### Your task
Across the records below, how many lines include the word "nowrap"? State only the number.

Entries provided Start Marker

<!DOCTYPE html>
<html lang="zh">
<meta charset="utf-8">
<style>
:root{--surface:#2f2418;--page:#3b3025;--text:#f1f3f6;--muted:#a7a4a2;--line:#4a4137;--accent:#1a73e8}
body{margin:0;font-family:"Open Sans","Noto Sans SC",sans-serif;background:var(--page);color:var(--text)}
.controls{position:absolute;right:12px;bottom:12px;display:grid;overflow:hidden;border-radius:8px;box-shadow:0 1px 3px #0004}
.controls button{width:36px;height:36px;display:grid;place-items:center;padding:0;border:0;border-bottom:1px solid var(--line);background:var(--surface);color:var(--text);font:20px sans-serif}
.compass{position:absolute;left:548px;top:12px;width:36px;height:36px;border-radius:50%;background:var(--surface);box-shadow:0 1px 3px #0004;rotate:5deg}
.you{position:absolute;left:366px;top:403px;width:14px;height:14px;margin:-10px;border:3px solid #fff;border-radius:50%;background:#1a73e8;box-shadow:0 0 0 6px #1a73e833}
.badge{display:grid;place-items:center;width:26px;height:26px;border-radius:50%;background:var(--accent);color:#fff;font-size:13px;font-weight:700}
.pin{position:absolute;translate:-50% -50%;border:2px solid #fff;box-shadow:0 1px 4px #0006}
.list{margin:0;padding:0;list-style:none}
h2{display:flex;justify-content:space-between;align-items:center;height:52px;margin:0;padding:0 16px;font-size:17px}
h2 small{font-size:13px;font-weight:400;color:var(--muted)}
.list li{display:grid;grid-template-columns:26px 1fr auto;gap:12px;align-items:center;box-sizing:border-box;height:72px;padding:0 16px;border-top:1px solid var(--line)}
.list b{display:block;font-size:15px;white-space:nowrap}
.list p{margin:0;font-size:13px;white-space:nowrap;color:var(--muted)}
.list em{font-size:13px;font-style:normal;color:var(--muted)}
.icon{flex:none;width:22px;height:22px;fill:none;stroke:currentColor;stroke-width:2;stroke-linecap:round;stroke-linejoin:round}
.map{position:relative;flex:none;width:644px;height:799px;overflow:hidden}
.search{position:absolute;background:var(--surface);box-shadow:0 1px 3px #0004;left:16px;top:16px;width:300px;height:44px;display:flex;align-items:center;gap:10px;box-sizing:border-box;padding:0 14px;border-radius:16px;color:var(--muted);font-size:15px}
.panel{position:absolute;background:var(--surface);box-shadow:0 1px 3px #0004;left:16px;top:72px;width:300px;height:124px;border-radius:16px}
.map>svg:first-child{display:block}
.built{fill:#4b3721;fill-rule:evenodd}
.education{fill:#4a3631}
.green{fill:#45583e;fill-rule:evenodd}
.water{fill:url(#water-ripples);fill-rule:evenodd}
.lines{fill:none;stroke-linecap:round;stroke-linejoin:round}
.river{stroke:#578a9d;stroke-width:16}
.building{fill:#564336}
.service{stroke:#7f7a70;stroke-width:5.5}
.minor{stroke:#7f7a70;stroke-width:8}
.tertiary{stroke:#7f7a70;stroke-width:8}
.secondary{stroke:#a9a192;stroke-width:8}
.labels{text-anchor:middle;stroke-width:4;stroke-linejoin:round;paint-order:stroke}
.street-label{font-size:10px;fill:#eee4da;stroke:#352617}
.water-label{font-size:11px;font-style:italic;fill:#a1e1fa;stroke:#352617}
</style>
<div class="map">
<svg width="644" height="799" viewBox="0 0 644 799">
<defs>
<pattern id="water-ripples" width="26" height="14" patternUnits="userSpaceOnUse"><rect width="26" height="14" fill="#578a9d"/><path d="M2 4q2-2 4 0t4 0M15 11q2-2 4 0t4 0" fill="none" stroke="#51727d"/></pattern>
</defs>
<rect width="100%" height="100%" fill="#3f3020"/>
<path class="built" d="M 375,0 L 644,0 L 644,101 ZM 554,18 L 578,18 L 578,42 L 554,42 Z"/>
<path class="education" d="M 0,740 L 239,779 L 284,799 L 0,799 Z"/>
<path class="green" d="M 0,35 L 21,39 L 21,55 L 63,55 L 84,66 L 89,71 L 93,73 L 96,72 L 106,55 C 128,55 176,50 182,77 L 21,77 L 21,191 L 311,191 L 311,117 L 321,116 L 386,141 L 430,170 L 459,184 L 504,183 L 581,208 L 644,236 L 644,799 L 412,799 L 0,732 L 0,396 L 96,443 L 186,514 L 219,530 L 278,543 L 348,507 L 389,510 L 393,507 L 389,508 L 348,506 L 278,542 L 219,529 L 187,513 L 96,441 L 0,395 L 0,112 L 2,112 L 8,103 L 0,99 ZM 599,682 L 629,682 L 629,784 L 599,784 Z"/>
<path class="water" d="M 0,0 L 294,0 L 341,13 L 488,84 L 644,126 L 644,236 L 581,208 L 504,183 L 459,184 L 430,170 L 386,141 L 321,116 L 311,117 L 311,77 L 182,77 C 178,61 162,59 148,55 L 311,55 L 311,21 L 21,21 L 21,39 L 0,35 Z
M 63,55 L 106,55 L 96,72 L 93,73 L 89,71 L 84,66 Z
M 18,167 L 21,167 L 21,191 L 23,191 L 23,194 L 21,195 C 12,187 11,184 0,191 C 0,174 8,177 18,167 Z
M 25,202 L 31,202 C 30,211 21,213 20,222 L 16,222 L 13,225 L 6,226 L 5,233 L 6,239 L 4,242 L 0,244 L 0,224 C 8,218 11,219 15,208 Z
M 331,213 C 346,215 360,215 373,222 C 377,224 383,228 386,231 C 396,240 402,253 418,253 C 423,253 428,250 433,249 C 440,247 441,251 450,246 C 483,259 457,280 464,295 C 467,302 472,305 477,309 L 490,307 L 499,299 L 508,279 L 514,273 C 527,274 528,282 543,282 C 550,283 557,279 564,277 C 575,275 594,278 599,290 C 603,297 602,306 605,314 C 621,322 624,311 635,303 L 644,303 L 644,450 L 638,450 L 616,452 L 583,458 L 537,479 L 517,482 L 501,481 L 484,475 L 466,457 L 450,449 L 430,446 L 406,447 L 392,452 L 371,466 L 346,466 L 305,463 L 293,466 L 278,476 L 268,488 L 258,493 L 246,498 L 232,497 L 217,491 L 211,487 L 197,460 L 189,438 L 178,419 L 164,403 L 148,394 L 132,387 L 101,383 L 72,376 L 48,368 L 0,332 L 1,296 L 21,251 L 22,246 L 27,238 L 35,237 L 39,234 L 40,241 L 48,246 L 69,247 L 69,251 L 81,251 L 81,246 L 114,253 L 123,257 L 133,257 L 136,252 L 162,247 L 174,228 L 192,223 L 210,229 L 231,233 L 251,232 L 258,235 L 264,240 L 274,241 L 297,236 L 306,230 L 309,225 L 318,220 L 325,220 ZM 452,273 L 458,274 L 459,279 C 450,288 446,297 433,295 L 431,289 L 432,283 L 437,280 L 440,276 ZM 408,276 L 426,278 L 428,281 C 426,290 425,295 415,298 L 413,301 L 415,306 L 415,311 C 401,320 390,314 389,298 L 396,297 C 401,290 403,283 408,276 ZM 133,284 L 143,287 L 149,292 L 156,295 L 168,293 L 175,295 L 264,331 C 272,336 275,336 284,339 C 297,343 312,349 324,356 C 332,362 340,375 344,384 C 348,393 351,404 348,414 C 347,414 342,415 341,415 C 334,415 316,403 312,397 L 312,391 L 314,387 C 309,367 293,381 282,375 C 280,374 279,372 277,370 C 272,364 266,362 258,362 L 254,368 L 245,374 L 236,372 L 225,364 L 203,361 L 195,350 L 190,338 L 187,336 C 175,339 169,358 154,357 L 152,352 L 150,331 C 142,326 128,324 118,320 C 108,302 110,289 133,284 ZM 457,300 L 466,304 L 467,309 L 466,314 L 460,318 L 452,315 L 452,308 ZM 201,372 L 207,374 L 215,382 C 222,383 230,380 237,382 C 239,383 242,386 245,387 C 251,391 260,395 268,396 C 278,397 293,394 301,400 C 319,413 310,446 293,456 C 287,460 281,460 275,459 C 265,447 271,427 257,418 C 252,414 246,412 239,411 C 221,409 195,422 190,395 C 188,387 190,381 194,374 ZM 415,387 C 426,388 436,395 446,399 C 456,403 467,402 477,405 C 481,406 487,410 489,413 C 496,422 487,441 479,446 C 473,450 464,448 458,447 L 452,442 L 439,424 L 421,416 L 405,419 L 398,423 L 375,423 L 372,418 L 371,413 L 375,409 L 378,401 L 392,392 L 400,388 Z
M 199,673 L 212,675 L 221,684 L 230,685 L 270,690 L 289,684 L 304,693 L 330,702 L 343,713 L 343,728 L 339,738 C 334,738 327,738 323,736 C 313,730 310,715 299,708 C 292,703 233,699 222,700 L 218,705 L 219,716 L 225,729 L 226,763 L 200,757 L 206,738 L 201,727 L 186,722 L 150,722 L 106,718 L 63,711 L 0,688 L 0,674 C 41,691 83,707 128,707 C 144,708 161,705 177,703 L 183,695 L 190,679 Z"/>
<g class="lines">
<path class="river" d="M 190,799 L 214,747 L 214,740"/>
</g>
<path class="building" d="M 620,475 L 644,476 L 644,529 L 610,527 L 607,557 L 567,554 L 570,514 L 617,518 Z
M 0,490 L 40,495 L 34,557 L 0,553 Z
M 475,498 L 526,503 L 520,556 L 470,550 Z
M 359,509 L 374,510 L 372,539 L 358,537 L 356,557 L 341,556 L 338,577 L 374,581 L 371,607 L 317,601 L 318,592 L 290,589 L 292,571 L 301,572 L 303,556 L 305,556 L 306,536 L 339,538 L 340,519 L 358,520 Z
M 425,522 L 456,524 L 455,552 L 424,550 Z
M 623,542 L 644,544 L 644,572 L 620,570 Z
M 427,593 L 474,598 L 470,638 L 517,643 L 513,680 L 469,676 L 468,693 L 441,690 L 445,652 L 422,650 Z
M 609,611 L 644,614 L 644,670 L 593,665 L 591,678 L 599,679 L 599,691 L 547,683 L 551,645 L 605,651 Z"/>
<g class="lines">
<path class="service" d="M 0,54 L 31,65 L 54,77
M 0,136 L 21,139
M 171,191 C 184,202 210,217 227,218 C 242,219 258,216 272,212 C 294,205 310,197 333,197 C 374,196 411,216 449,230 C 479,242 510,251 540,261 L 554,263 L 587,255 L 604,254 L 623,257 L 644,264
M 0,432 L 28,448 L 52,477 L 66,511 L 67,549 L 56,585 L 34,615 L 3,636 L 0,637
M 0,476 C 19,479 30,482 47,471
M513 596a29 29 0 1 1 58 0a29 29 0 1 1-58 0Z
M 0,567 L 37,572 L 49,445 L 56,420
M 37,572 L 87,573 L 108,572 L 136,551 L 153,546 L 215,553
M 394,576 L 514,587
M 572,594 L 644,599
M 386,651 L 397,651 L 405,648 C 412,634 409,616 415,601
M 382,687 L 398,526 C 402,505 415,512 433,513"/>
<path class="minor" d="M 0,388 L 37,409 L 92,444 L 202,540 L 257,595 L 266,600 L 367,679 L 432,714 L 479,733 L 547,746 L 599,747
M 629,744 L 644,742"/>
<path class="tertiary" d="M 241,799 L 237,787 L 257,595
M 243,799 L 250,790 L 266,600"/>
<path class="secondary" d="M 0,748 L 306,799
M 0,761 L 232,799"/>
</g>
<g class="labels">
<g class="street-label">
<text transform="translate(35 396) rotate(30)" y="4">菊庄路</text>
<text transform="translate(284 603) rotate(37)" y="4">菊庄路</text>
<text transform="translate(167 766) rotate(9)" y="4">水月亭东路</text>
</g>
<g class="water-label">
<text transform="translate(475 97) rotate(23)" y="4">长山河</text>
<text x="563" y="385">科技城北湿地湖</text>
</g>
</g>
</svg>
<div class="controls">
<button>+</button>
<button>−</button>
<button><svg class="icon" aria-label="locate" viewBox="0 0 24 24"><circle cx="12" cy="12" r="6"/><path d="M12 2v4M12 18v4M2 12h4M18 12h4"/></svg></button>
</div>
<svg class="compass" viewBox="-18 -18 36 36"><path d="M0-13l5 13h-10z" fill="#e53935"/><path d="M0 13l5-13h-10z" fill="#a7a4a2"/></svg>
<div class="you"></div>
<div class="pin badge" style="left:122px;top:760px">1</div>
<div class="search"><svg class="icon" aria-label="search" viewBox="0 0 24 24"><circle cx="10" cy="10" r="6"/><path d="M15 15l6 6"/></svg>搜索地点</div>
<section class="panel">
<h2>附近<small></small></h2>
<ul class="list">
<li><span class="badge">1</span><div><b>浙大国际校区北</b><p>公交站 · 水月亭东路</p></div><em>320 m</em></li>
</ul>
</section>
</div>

Entries provided End Marker

### Task output
2